His first foray into the theatrical marionette world produced The Fortune Teller, a play regarding the consequences of the seven deadly sins. More recently Erik was commissioned by The Kronos Quartet to compose music and create a marionette piece that the quartet would accompany. Together with his wife, the artist Jessica Grindstaff, Erik created “Dear Mme.,” which premiered at the 25th anniversary of B.A.M.’s Next Wave Festival in October 2007. Erik and The Fortune Teller were also featured as an answer on Jeopardy in the category of “Puppet-pourri”.
Chris Bors
125 Maiden Lane, Tenth Floor
January 2006
Chris Bors lives and works in New York City. He received his MFA from School of Visual Arts and studied at Rhode Island School of Design. Group exhibitions in New York include “B Hotel” at PS1 MoMA, “Mama’s Boy,” curated by Jane Harris at White Columns, “Sasquatch Society” at Sixtyseven, and “Infinite Jest” at Ten in One Gallery, “Grendel,” with Jack the Pelican Presents in Miami, Florida, and “Scarab: The Heavy Metal Art Show,” curated by Robert Chaney at Lump Gallery in Raleigh, North Carolina. His videos have been shown at the Impakt Festival in Utrecht, the Netherlands, The Videoex Festival in Zurich, “Stromereien Open Air Performance Tage,” curated by Harm Lux, in Zurich, and “Good Humor,” organized by Tricia McLaughlin and Sharon Paz, at Pullox in Berlin. His work has been reviewed in The New York Times, Time Out New York, Newsday, and The Brooklyn Rail, as well as being featured in K48 Priznbreak, zingmagazine, PAJ: A Journal of Performance and Art, and Razor. He was a nominee for the Rema Hort Mann Foundation Art Grant and was selected for the Aljira Emerge program. His project at Swing Space was a series of paintings using logos from New York hardcore punk bands.

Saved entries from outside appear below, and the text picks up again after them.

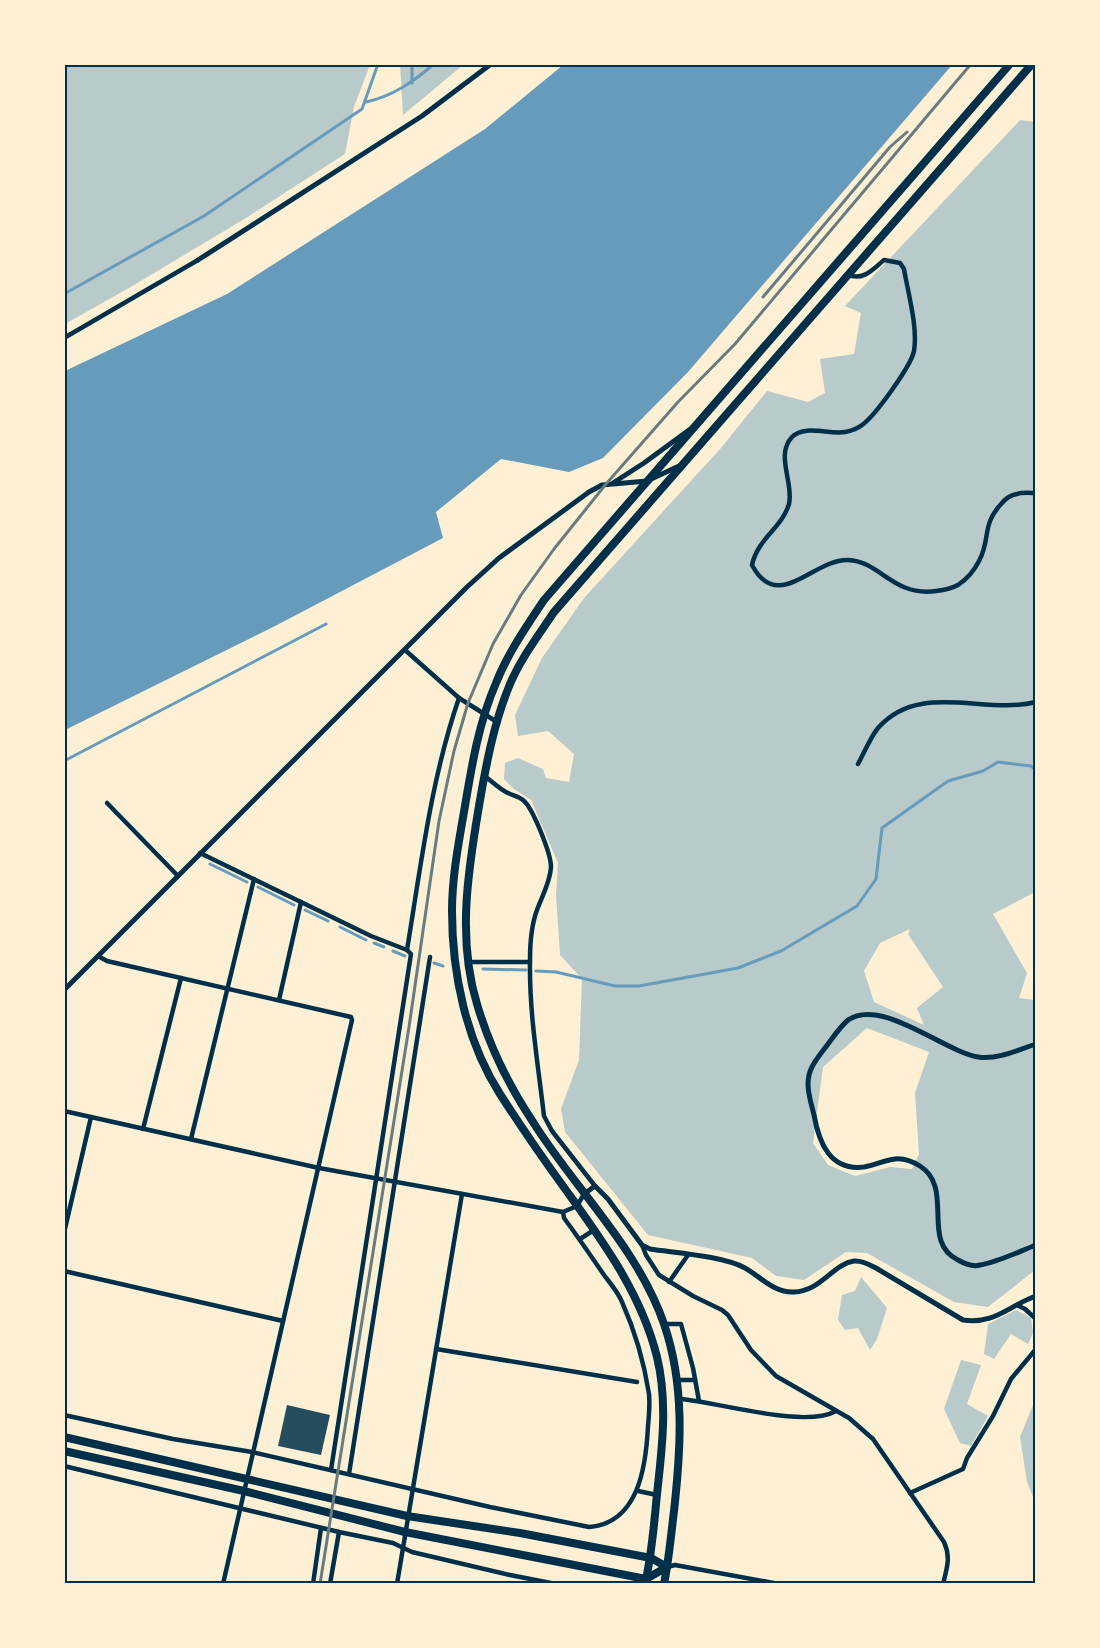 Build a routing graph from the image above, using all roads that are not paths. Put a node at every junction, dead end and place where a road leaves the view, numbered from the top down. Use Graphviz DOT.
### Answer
graph roads {
  1 [pos="491,64"];
  2 [pos="1010,64"];
  3 [pos="1032,64"];
  4 [pos="198,260"];
  5 [pos="848,275"];
  6 [pos="64,338"];
  7 [pos="698,423"];
  8 [pos="684,464"];
  9 [pos="647,481"];
  10 [pos="611,484"];
  11 [pos="1035,493"];
  12 [pos="405,650"];
  13 [pos="459,698"];
  14 [pos="1035,702"];
  15 [pos="483,715"];
  16 [pos="497,722"];
  17 [pos="858,764"];
  18 [pos="484,776"];
  19 [pos="107,803"];
  20 [pos="201,853"];
  21 [pos="178,876"];
  22 [pos="254,879"];
  23 [pos="301,902"];
  24 [pos="407,950"];
  25 [pos="98,956"];
  26 [pos="430,957"];
  27 [pos="468,962"];
  28 [pos="530,962"];
  29 [pos="181,978"];
  30 [pos="226,988"];
  31 [pos="64,990"];
  32 [pos="279,1000"];
  33 [pos="1035,1044"];
  34 [pos="64,1111"];
  35 [pos="544,1116"];
  36 [pos="91,1117"];
  37 [pos="531,1119"];
  38 [pos="144,1129"];
  39 [pos="191,1139"];
  40 [pos="319,1168"];
  41 [pos="377,1179"];
  42 [pos="395,1182"];
  43 [pos="595,1186"];
  44 [pos="462,1194"];
  45 [pos="584,1194"];
  46 [pos="577,1206"];
  47 [pos="563,1212"];
  48 [pos="594,1230"];
  49 [pos="64,1233"];
  50 [pos="580,1239"];
  51 [pos="642,1245"];
  52 [pos="1035,1245"];
  53 [pos="688,1255"];
  54 [pos="64,1271"];
  55 [pos="669,1282"];
  56 [pos="1035,1296"];
  57 [pos="1016,1305"];
  58 [pos="1035,1319"];
  59 [pos="283,1321"];
  60 [pos="664,1324"];
  61 [pos="436,1349"];
  62 [pos="1035,1349"];
  63 [pos="678,1380"];
  64 [pos="695,1380"];
  65 [pos="637,1382"];
  66 [pos="649,1397"];
  67 [pos="663,1397"];
  68 [pos="680,1400"];
  69 [pos="699,1401"];
  70 [pos="836,1411"];
  71 [pos="64,1415"];
  72 [pos="64,1437"];
  73 [pos="64,1451"];
  74 [pos="252,1452"];
  75 [pos="64,1466"];
  76 [pos="331,1470"];
  77 [pos="349,1474"];
  78 [pos="247,1480"];
  79 [pos="412,1488"];
  80 [pos="244,1491"];
  81 [pos="638,1491"];
  82 [pos="910,1493"];
  83 [pos="657,1495"];
  84 [pos="240,1509"];
  85 [pos="407,1516"];
  86 [pos="321,1528"];
  87 [pos="339,1532"];
  88 [pos="405,1532"];
  89 [pos="403,1548"];
  90 [pos="651,1558"];
  91 [pos="668,1567"];
  92 [pos="646,1581"];
  93 [pos="223,1584"];
  94 [pos="313,1584"];
  95 [pos="330,1584"];
  96 [pos="397,1584"];
  97 [pos="556,1584"];
  98 [pos="664,1584"];
  99 [pos="779,1584"];
  100 [pos="943,1584"];
  1 -- 4 [label="street"];
  2 -- 7 [label="highway"];
  3 -- 5 [label="highway"];
  4 -- 6 [label="street"];
  5 -- 8 [label="highway"];
  5 -- 11 [label="street"];
  7 -- 9 [label="highway"];
  7 -- 10 [label="street"];
  8 -- 9 [label="street"];
  8 -- 16 [label="highway"];
  9 -- 10 [label="street"];
  9 -- 15 [label="highway"];
  10 -- 12 [label="street"];
  12 -- 13 [label="street"];
  12 -- 20 [label="street"];
  13 -- 15 [label="street"];
  13 -- 24 [label="street"];
  14 -- 17 [label="street"];
  15 -- 16 [label="street"];
  15 -- 46 [label="highway"];
  16 -- 18 [label="highway"];
  18 -- 27 [label="highway"];
  18 -- 28 [label="street"];
  19 -- 21 [label="street"];
  20 -- 21 [label="street"];
  20 -- 22 [label="street"];
  21 -- 25 [label="street"];
  22 -- 23 [label="street"];
  22 -- 30 [label="street"];
  23 -- 24 [label="street"];
  23 -- 32 [label="street"];
  24 -- 41 [label="street"];
  25 -- 29 [label="street"];
  25 -- 31 [label="street"];
  26 -- 42 [label="street"];
  27 -- 28 [label="street"];
  27 -- 37 [label="highway"];
  28 -- 35 [label="street"];
  29 -- 30 [label="street"];
  29 -- 38 [label="street"];
  30 -- 32 [label="street"];
  30 -- 39 [label="street"];
  32 -- 40 [label="street"];
  33 -- 52 [label="street"];
  34 -- 36 [label="street"];
  35 -- 37 [label="street"];
  35 -- 43 [label="street"];
  36 -- 38 [label="street"];
  36 -- 49 [label="street"];
  37 -- 45 [label="highway"];
  38 -- 39 [label="street"];
  39 -- 40 [label="street"];
  40 -- 41 [label="street"];
  40 -- 59 [label="street"];
  41 -- 42 [label="street"];
  41 -- 76 [label="street"];
  42 -- 44 [label="street"];
  42 -- 77 [label="street"];
  43 -- 45 [label="street"];
  43 -- 51 [label="street"];
  44 -- 47 [label="street"];
  44 -- 61 [label="street"];
  45 -- 46 [label="street"];
  45 -- 60 [label="highway"];
  46 -- 47 [label="street"];
  46 -- 48 [label="highway"];
  47 -- 50 [label="street"];
  48 -- 50 [label="street"];
  48 -- 67 [label="highway"];
  50 -- 66 [label="street"];
  51 -- 53 [label="street"];
  51 -- 55 [label="street"];
  53 -- 55 [label="street"];
  53 -- 57 [label="street"];
  54 -- 59 [label="street"];
  55 -- 70 [label="street"];
  56 -- 57 [label="street"];
  57 -- 58 [label="street"];
  59 -- 74 [label="street"];
  60 -- 63 [label="highway"];
  60 -- 64 [label="street"];
  61 -- 65 [label="street"];
  61 -- 79 [label="street"];
  62 -- 82 [label="street"];
  63 -- 64 [label="street"];
  63 -- 68 [label="highway"];
  64 -- 69 [label="street"];
  66 -- 67 [label="street"];
  66 -- 81 [label="street"];
  67 -- 83 [label="highway"];
  68 -- 69 [label="street"];
  68 -- 91 [label="highway"];
  69 -- 70 [label="street"];
  70 -- 82 [label="street"];
  71 -- 74 [label="street"];
  72 -- 78 [label="highway"];
  73 -- 80 [label="highway"];
  74 -- 76 [label="street"];
  74 -- 78 [label="street"];
  75 -- 84 [label="street"];
  76 -- 77 [label="street"];
  77 -- 79 [label="street"];
  78 -- 80 [label="street"];
  78 -- 85 [label="highway"];
  79 -- 81 [label="street"];
  79 -- 85 [label="street"];
  80 -- 84 [label="street"];
  80 -- 88 [label="highway"];
  81 -- 83 [label="street"];
  82 -- 100 [label="street"];
  83 -- 90 [label="highway"];
  84 -- 86 [label="street"];
  84 -- 93 [label="street"];
  85 -- 88 [label="street"];
  85 -- 90 [label="highway"];
  86 -- 87 [label="street"];
  86 -- 94 [label="street"];
  87 -- 89 [label="street"];
  87 -- 95 [label="street"];
  88 -- 89 [label="street"];
  88 -- 92 [label="highway"];
  89 -- 96 [label="street"];
  89 -- 97 [label="street"];
  90 -- 91 [label="highway"];
  90 -- 92 [label="highway"];
  91 -- 92 [label="highway"];
  91 -- 98 [label="highway"];
  91 -- 99 [label="street"];
}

Joshua Abram Howard was born in Seattle, Washington, now resides in Sunnyside Queens. In 2003 he received a BFA in drawing from the Pratt Institute. The same year he was accepted into the Skowhegan School of painting and sculpture residency. In 2005 he was awarded a Swing Space from the LMCC. His work has been exhibited in A Jamaica Queens Thing, 2007 at the Jamaica Center for Arts and Learning in Jamaica Queens; The Queens International 2006, Everything all at once at the Queens Museum of Art, Binge and Purge 2006, at Magnan Projects in New York,
and Project Diversity Queens 2007.
"Totems inspire me. They reuse a system of symbols to make something that is customized. I combine familiar objects to create a potent representation of myself and the society that I belong to. My drawings and sculptures are based on objects and images that I have had an ongoing relationship with, some since childhood. I compose my work digitally using the computer but I always draw/construct the final image/object by hand. It is very important to me that the physicality of the human hand is present in my artwork. It is a way to connect with disappearing human crafts."